I share your frustration and recieved a similar denial. I have been paying for the CGMS myself for the past 2 years I sent copies of 2 months of BG's before and after. I had 110 BG's over 200,5 BG's over 300 and 5 under 60 for the 2 months prior to using the CGMS. After it was reduced to 62 BG's above 200, 2 above 300 and none below 60. This is based on meter testing about 8 times a day. So even though it reduced my high & low episodes in half they still maintain it does not help my control. Their reasoning is that I needed to have frequent BG's below 50! I explained that I do feel low's below 50 and do not bother to test at these levels, since I feel like I'm about to pass out! I feel much more in control and can't imagine not having the CGMS, I hope they will re-examine the criteria. Keep fighting!
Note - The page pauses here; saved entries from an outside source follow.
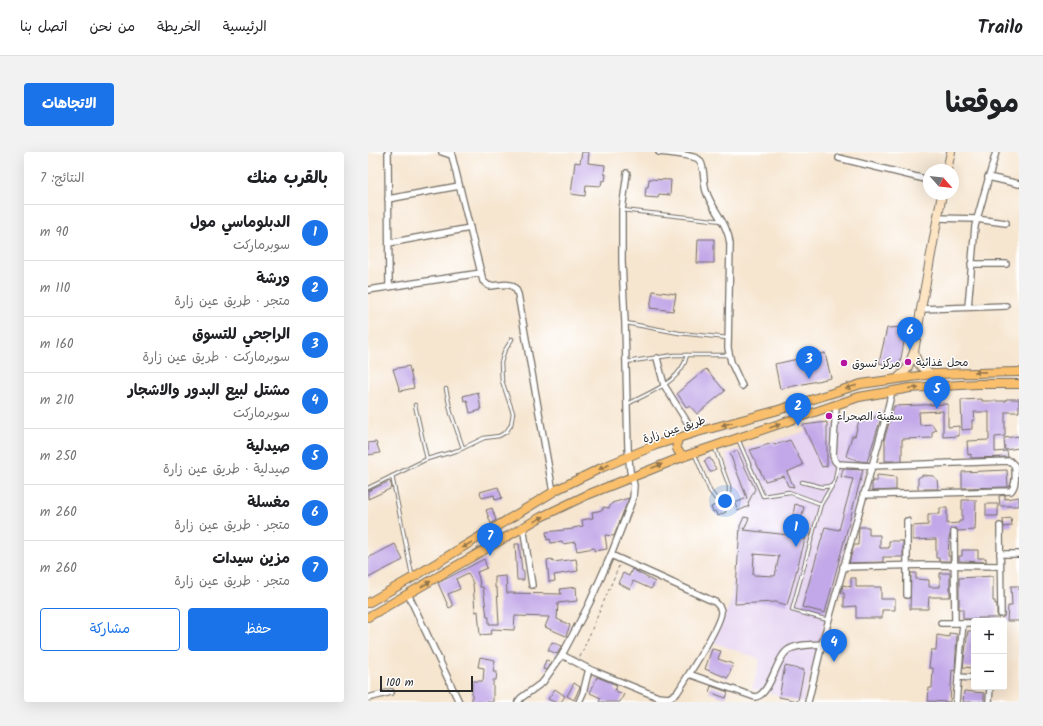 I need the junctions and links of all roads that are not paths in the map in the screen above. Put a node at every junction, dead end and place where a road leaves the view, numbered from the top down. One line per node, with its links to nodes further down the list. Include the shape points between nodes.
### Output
1 (388, 152): 14 (street)
2 (442, 152): 6 (street)
3 (658, 152): 19 (street, via 694,157 700,161 711,204)
4 (951, 152): 8 (main road)
5 (996, 152): 10 (street)
6 (451, 153): 13 (street)
7 (839, 158): 11 (street)
8 (948, 164)
9 (627, 173): 16 (street)
10 (988, 177): 12 (street); 18 (street)
11 (923, 179)
12 (1019, 184)
13 (459, 186): 14 (street); 21 (street)
14 (388, 199): 22 (street)
15 (941, 200): 17 (main road)
16 (622, 210): 19 (lane); 31 (street)
17 (938, 218): 18 (street); 30 (main road)
18 (976, 218): 20 (street); 23 (street)
19 (722, 221): 32 (street, via 730,244)
20 (1006, 223)
21 (470, 228): 22 (street); 25 (street)
22 (388, 243): 26 (street)
23 (971, 264): 24 (street); 29 (street)
24 (1006, 264)
25 (481, 273): 26 (street); 66 (street, via 487,285 511,284 517,290)
26 (389, 287): 27 (street)
27 (368, 290)
28 (1006, 306): 29 (street)
29 (968, 307): 30 (street)
30 (921, 309): 34 (main road)
31 (625, 323): 32 (lane, via 679,333); 38 (street)
32 (728, 338): 36 (street)
33 (512, 339): 54 (lane, via 504,352 500,369 513,413 511,425 499,436 479,439)
34 (914, 352): 40 (main road, via 920,366); 41 (main road, via 907,369)
35 (688, 355): 36 (lane); 37 (lane); 43 (lane, via 680,373)
36 (729, 355): 44 (street)
37 (657, 358): 38 (lane); 43 (street)
38 (626, 362): 47 (street)
39 (1019, 372): 40 (main road, طريق عين زارة, one-way to 40)
40 (933, 374): 41 (main road, طريق عين زارة)
41 (898, 378): 50 (main road, طريق عين زارة, one-way to 50, via 861,384)
42 (1019, 384): 46 (main road, one-way to 42, via 977,384)
43 (664, 385): 47 (lane); 50 (street)
44 (742, 386)
45 (446, 389): 54 (lane)
46 (892, 391): 49 (main road); 60 (street)
47 (627, 404): 56 (street)
48 (415, 405): 58 (lane)
49 (836, 406): 52 (main road, one-way to 49); 59 (street, via 833,456)
50 (694, 434): 51 (main road, طريق عين زارة)
51 (679, 438): 56 (main road, طريق عين زارة); 57 (main road, via 677,449)
52 (738, 438): 53 (main road); 68 (lane, via 763,496 789,492)
53 (714, 446): 55 (main road); 55 (lane, via 729,486 729,494 724,499 716,499 711,493)
54 (463, 448): 58 (lane)
55 (694, 453): 57 (main road)
56 (628, 456): 62 (street); 66 (main road, طريق عين زارة, one-way to 66)
57 (685, 456): 62 (main road, one-way to 57)
58 (427, 459): 61 (lane)
59 (838, 464): 60 (street); 64 (lane)
60 (872, 466): 67 (street); 67 (street, via 1010,461 1015,466 1015,482 1011,491)
61 (392, 476): 65 (lane); 80 (lane)
62 (631, 476): 70 (main road, one-way to 62); 75 (street, via 633,498)
63 (802, 482): 64 (lane, via 822,487)
64 (832, 486): 68 (lane)
65 (368, 488)
66 (553, 492): 80 (main road, طريق عين زارة, one-way to 80)
67 (863, 495): 79 (street)
68 (820, 504): 87 (lane, via 792,610)
69 (907, 521): 76 (street)
70 (524, 526): 81 (street); 82 (main road, one-way to 70)
71 (1000, 526): 73 (street)
72 (954, 532): 77 (street)
73 (1000, 554): 74 (street); 78 (street)
74 (1019, 554)
75 (611, 555): 93 (street); 95 (street, via 715,602 720,607 720,617 713,634)
76 (907, 566): 77 (street); 79 (street); 83 (street)
77 (954, 566): 78 (street); 89 (street)
78 (1000, 566): 85 (street)
79 (843, 567): 87 (street)
80 (412, 578): 84 (main road, طريق عين زارة)
81 (532, 585)
82 (408, 594): 86 (main road); 102 (street)
83 (907, 595)
84 (368, 603)
85 (1001, 614)
86 (368, 617)
87 (829, 620): 92 (street)
88 (941, 623): 89 (street)
89 (955, 623): 90 (street)
90 (963, 623): 91 (street); 96 (street)
91 (971, 623)
92 (822, 644): 95 (street, via 789,650 764,692 758,697); 105 (street)
93 (562, 655): 94 (street); 103 (street, via 543,682)
94 (589, 669): 101 (street); 104 (street)
95 (689, 674): 101 (street, via 674,696)
96 (958, 677): 97 (street); 106 (street)
97 (971, 678)
98 (990, 690): 107 (street)
99 (391, 692): 100 (street)
100 (368, 698)
101 (657, 700)
102 (459, 702)
103 (518, 702)
104 (579, 702)
105 (808, 702)
106 (956, 702)
107 (989, 702)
Maybe you should move to Minnesota? :) I have Blue Cross BS of MN, and I got the Minimed CGM last year. I really hated it, so I'm going to try the Dexcom one now.

What a PITA!

I didn't do this battle over a CGM, but I did the same battle over an ECHO ultrasound when I was pregnant with my first child. And you know what finally worked? It was basically a simple letter that detailed the costs of care of a seriously premature infant if preventative medicine was not approved--like:

1 Hour NICU time for continuous neonatal heart monitoring = $90,000

Neonatal Heart surgery = $XXXXX

Neonatal anaesthesiology = $XXXXX

on and on and on, detailing all the complications/costs from congenital heart defects--and then one line that detailed the cost of the proceedure needed and a pithy little closing that referenced the cost I was asking them to pay vs the cost they were more interested in paying, and how I was really just concerned for their bottom line and maintaining low premiums for the other subscribers.

I don't know if that's what actually worked, but four years later, I've still not received a bill for that ECHO. :) At the time, we had United for our insurance company, and they're the parent company of Oxford.

Kerri -

If you need more backup material, here is a link to Anthem's document that defines their criteria for CGM approval:

http://www.anthem.com/medicalpolicies/policies/mp_pw_a049550.htm

Aetna's policy is also on the net:

http://www.aetna.com/cpb/medical/data/1_99/0070.html

Good Luck!

Edgepark Medical is processing CGM for pts with Oxford now.